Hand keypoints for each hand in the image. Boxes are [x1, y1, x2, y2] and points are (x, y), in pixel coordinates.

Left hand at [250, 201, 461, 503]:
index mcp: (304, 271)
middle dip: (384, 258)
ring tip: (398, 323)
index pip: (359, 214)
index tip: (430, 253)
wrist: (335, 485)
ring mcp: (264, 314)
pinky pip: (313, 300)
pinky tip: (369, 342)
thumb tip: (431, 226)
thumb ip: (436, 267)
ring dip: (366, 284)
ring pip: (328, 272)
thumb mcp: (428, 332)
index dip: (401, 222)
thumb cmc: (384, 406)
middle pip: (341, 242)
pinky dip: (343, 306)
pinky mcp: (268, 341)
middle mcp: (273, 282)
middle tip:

→ **Action item**: An exact repeat of the lines from the one containing "index dip: (401, 222)" through the final line above, both included, is the whole answer.

→ **The completed task**:
index dip: (401, 222)
thumb cmc: (384, 406)
middle pip: (341, 242)
pinky dip: (343, 306)
pinky mcp: (268, 341)
middle mcp: (273, 282)
middle tip:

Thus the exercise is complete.